A Meta-Analysis of the Effect of Mediated Health Communication Campaigns on Behavior Change in the United States

University of Connecticut (Snyder, Storrs, Fleming-Milici); Campbell University (Mitchell); North Carolina State University (Kiwanuka-Tondo); Robert Wood Johnson Foundation (Proctor)
"By establishing more realistic goals, planners can better set funders' and staff members' expectations about what can and cannot be accomplished by a single media campaign. In addition, our figures can become a benchmark against which new campaigns can be measured. Planners are frequently innovating with new channels, message strategies, and timing. Now they will be able to judge whether the innovations were helpful or not."

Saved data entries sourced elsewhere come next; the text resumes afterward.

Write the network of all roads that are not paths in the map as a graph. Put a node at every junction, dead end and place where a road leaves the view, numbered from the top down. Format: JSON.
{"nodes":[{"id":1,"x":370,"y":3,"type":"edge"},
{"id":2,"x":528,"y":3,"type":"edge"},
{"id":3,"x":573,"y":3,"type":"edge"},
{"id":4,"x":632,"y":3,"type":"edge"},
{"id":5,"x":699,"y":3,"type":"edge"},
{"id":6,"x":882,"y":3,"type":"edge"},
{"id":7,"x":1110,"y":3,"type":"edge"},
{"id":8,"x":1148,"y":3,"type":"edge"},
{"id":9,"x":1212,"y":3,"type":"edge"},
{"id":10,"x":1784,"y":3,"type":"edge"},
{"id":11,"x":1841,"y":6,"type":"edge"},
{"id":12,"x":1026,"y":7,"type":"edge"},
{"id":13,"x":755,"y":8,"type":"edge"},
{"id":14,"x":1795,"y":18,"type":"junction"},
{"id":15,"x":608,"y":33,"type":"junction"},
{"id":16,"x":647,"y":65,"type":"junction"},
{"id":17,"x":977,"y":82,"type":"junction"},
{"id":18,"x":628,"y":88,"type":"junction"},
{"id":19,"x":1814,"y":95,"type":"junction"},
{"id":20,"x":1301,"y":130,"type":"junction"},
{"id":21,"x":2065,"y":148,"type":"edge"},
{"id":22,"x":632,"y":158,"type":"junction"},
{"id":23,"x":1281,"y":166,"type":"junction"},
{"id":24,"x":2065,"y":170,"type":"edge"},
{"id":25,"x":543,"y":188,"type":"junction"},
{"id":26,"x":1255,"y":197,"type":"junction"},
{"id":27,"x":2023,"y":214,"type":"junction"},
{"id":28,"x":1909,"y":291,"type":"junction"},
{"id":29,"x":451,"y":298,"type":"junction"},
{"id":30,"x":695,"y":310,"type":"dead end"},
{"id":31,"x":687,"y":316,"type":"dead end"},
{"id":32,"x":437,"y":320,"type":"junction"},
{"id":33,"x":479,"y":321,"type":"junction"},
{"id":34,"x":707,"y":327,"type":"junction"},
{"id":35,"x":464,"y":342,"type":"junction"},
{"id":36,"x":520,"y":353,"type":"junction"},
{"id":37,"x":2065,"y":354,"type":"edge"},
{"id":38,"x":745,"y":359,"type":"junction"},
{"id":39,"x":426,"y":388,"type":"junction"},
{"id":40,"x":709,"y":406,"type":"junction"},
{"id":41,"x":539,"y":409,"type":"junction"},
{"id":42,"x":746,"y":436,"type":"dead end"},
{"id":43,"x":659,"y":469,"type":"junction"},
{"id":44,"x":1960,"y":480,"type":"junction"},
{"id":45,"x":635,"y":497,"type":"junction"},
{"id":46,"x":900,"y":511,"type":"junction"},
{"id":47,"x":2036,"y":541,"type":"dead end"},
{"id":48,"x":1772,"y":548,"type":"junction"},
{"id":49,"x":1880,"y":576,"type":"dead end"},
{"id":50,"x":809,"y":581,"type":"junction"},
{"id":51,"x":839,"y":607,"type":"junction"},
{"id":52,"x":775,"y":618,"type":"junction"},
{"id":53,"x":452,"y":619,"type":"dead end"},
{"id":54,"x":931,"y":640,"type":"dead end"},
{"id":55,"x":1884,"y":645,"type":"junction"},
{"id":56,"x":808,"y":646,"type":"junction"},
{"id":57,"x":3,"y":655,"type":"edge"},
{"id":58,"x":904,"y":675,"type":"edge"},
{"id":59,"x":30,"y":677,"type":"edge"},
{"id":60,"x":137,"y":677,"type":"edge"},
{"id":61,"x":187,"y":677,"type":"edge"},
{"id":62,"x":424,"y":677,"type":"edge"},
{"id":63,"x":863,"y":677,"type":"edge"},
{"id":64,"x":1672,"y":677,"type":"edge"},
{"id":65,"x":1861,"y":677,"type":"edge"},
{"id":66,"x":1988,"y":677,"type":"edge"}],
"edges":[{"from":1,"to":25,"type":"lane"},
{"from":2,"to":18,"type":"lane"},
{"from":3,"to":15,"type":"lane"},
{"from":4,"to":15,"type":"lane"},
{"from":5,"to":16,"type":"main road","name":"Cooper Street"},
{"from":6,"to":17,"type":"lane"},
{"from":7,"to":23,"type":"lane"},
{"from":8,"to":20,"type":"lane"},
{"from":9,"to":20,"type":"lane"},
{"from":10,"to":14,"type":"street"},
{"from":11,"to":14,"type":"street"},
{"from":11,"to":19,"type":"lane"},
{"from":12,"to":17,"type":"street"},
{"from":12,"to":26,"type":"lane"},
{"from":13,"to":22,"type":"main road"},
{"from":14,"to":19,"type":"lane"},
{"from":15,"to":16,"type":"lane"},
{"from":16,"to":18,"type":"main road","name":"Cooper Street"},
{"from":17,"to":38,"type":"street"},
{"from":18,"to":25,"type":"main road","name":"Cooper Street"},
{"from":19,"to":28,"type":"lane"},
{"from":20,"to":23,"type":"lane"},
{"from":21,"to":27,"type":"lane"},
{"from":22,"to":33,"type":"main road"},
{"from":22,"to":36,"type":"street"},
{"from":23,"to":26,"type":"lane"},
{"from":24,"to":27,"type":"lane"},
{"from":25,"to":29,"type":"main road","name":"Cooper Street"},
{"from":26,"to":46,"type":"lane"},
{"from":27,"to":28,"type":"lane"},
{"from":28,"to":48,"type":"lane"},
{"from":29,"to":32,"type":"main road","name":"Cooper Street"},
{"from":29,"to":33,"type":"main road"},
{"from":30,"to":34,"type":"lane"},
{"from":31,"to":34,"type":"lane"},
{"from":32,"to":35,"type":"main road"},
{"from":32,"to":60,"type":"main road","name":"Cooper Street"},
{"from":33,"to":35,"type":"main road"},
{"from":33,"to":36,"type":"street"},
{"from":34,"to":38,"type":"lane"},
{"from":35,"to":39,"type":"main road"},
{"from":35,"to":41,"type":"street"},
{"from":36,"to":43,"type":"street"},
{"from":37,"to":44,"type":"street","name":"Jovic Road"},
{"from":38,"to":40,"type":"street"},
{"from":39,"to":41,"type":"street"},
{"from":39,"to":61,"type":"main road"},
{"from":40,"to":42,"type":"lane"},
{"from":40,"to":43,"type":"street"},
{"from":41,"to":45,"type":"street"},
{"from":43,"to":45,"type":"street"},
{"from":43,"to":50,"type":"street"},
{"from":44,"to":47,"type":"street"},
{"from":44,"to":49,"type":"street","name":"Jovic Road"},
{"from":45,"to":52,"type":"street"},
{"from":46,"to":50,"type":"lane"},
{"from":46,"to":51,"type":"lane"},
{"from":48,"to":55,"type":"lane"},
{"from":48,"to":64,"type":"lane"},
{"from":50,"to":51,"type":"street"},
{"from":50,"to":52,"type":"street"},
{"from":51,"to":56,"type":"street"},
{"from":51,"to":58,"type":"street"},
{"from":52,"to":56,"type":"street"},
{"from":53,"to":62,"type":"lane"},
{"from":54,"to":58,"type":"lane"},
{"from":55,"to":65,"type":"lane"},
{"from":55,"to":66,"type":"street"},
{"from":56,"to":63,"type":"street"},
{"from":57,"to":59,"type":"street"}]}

This article shares the results of a meta-analysis of studies of mediated health campaigns in the United States, with the purpose of estimating the average effects of these kinds of campaigns for different health topics and types of behaviours: tobacco and alcohol consumption, seat belt use, cardiovascular health (diet and exercise), mammography, dental care, and sexual behaviour campaigns. The focus was on behavioural outcomes because behaviour change is often the "bottom line" goal of a campaign, even though is it more difficult to achieve than awareness of a problem, knowledge of a solution, or motivation for change. Drawing on the diffusion of innovations (Rogers, 1983) and other approaches, the authors classified behaviours by: the adoption goals of commencement, prevention, or cessation; whether the behaviours were addictive or not; and the rate of behavioural compliance before the campaign.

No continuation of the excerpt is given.